** Extracted records follows **

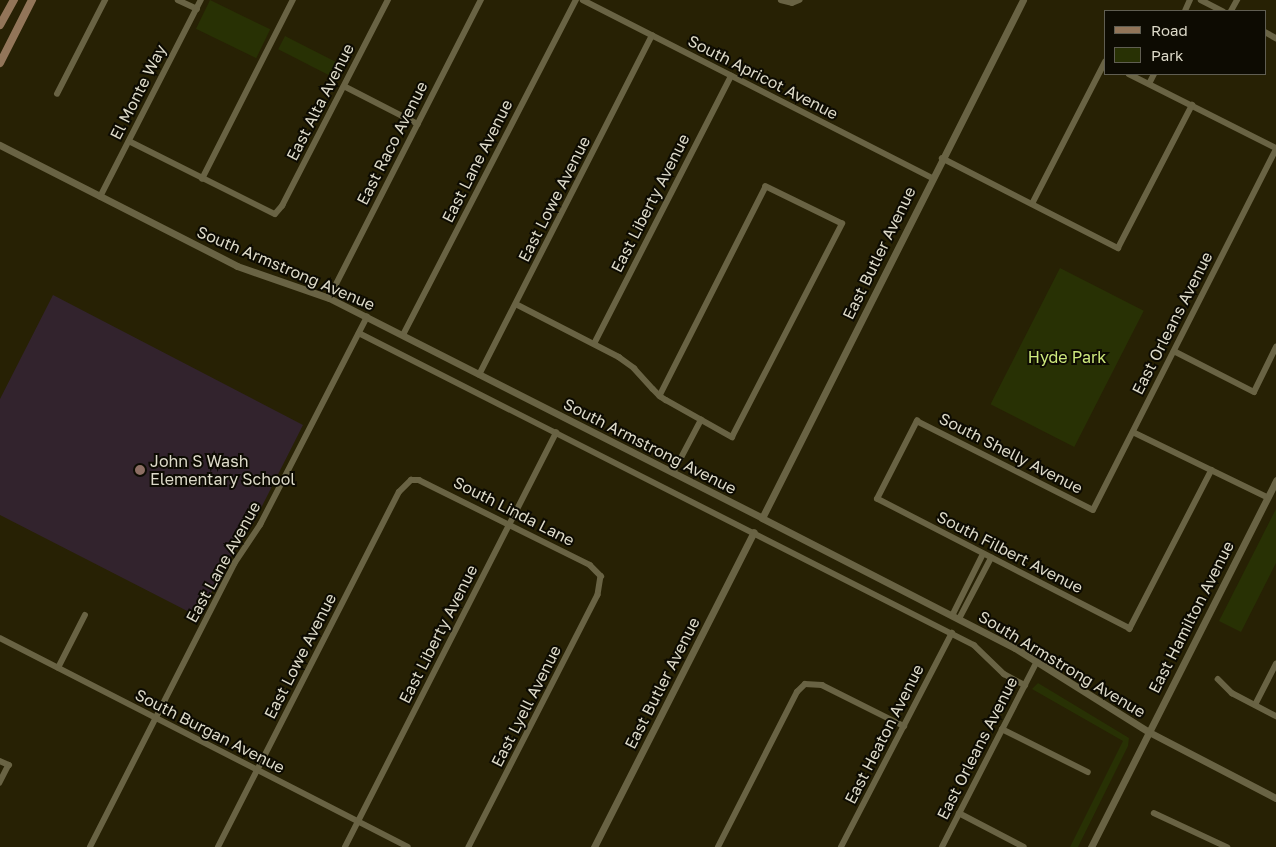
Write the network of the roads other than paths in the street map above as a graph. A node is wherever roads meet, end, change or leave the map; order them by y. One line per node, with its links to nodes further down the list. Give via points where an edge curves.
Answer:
1 (14, 0): 17 (main road)
2 (32, 0): 20 (main road)
3 (105, 0): 26 (street)
4 (178, 0): 15 (street)
5 (201, 0): 15 (street, El Monte Way)
6 (293, 0): 34 (street)
7 (388, 0): 25 (street, East Alta Avenue)
8 (481, 0): 28 (street, East Raco Avenue)
9 (576, 0): 41 (street, East Lane Avenue)
10 (583, 0): 18 (street, South Apricot Avenue)
11 (781, 0): 14 (street)
12 (1023, 0): 32 (street, East Butler Avenue)
13 (1201, 0): 16 (street)
14 (798, 1)
15 (196, 9): 29 (street, El Monte Way)
16 (1222, 10)
17 (0, 25)
18 (652, 36): 23 (street, South Apricot Avenue); 38 (street, East Lowe Avenue)
19 (1104, 62): 36 (street)
20 (0, 63)
21 (1130, 75): 24 (street)
22 (1153, 75): 24 (street)
23 (731, 76): 33 (street, South Apricot Avenue); 42 (street, East Liberty Avenue)
24 (1148, 84): 27 (street)
25 (344, 86): 28 (street); 34 (street, East Alta Avenue, via 275,214)
26 (58, 94)
27 (1192, 105): 31 (street); 36 (street, via 1118,248)
28 (418, 124): 37 (street, East Raco Avenue)
29 (129, 141): 34 (street); 35 (street, El Monte Way)
30 (0, 146): 35 (street, South Armstrong Avenue)
31 (1276, 148): 44 (street, East Orleans Avenue)
32 (942, 158): 33 (street, East Butler Avenue); 36 (street)
33 (932, 178): 57 (street, East Butler Avenue)
34 (202, 179)
35 (100, 197): 37 (street, South Armstrong Avenue, via 237,266)
36 (1032, 204)
37 (328, 298): 39 (street, South Armstrong Avenue)
38 (516, 304): 42 (street); 45 (street, East Lowe Avenue)
39 (367, 317): 40 (street, East Lane Avenue); 41 (street, South Armstrong Avenue)
40 (359, 333): 48 (street, South Armstrong Avenue); 74 (street, East Lane Avenue, via 260,525 234,564)
41 (403, 335): 45 (street, South Armstrong Avenue)
42 (594, 344): 46 (street, via 627,362)
43 (1276, 347): 44 (street, via 1254,392)
44 (1174, 351): 49 (street, East Orleans Avenue)
45 (479, 374): 51 (street, South Armstrong Avenue)
46 (660, 396): 47 (street); 47 (street, via 766,187 842,224 732,437)
47 (701, 420): 51 (street)
48 (556, 432): 58 (street, East Liberty Avenue); 59 (street, South Armstrong Avenue)
49 (1133, 432): 50 (street); 56 (street, East Orleans Avenue)
50 (1212, 470): 54 (street); 61 (street, South Filbert Avenue, via 1130,629)
51 (673, 473): 57 (street, South Armstrong Avenue)
52 (411, 480): 58 (street, South Linda Lane, via 426,482); 79 (street, East Lowe Avenue, via 399,492)
53 (1276, 480): 54 (street, East Hamilton Avenue)
54 (1267, 498): 77 (street, East Hamilton Avenue)
55 (878, 499): 56 (street, South Shelly Avenue, via 917,421); 60 (street, South Filbert Avenue)
56 (1093, 510)
57 (762, 518): 64 (street, South Armstrong Avenue)
58 (510, 524): 62 (street, South Linda Lane, via 590,565); 85 (street, East Liberty Avenue)
59 (754, 532): 65 (street, South Armstrong Avenue); 91 (street, East Butler Avenue)
60 (983, 554): 61 (street, South Filbert Avenue); 64 (street)
61 (991, 558): 64 (street)
62 (601, 576): 90 (street, East Lyell Avenue, via 598,595)
63 (86, 615): 69 (street)
64 (956, 617): 67 (street, South Armstrong Avenue)
65 (952, 633): 71 (street, South Armstrong Avenue, via 978,647 1004,674); 75 (street, East Heaton Avenue)
66 (0, 638): 69 (street, South Burgan Avenue)
67 (1037, 661): 71 (street, East Orleans Avenue); 77 (street, South Armstrong Avenue)
68 (1276, 664): 72 (street)
69 (58, 668): 74 (street, South Burgan Avenue)
70 (1218, 679): 72 (street, via 1232,692)
71 (1025, 685): 76 (street, East Orleans Avenue)
72 (1255, 705): 73 (street)
73 (1276, 716)
74 (156, 719): 79 (street, South Burgan Avenue); 86 (street, East Lane Avenue)
75 (904, 726): 92 (street, via 810,682 797,692); 93 (street, East Heaton Avenue)
76 (1002, 729): 80 (street); 83 (street, East Orleans Avenue)
77 (1149, 732): 82 (street, South Armstrong Avenue); 96 (street, East Hamilton Avenue)
78 (0, 760): 81 (street, via 9,765)
79 (257, 770): 85 (street, South Burgan Avenue); 87 (street, East Lowe Avenue)
80 (1088, 772)
81 (0, 784)
82 (1276, 798)
83 (959, 813): 94 (street, East Orleans Avenue); 95 (street)
84 (1154, 813): 97 (street)
85 (358, 821): 88 (street, East Liberty Avenue); 89 (street, South Burgan Avenue)
86 (90, 847)
87 (218, 847)
88 (345, 847)
89 (408, 847)
90 (469, 847)
91 (594, 847)
92 (718, 847)
93 (841, 847)
94 (942, 847)
95 (1024, 847)
96 (1091, 847)
97 (1226, 847)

** End of Extracted records **

Brief:
Every line above carrying the word "Heaton" needs to be shown.

Result of the exercise:
65 (952, 633): 71 (street, South Armstrong Avenue, via 978,647 1004,674); 75 (street, East Heaton Avenue)
75 (904, 726): 92 (street, via 810,682 797,692); 93 (street, East Heaton Avenue)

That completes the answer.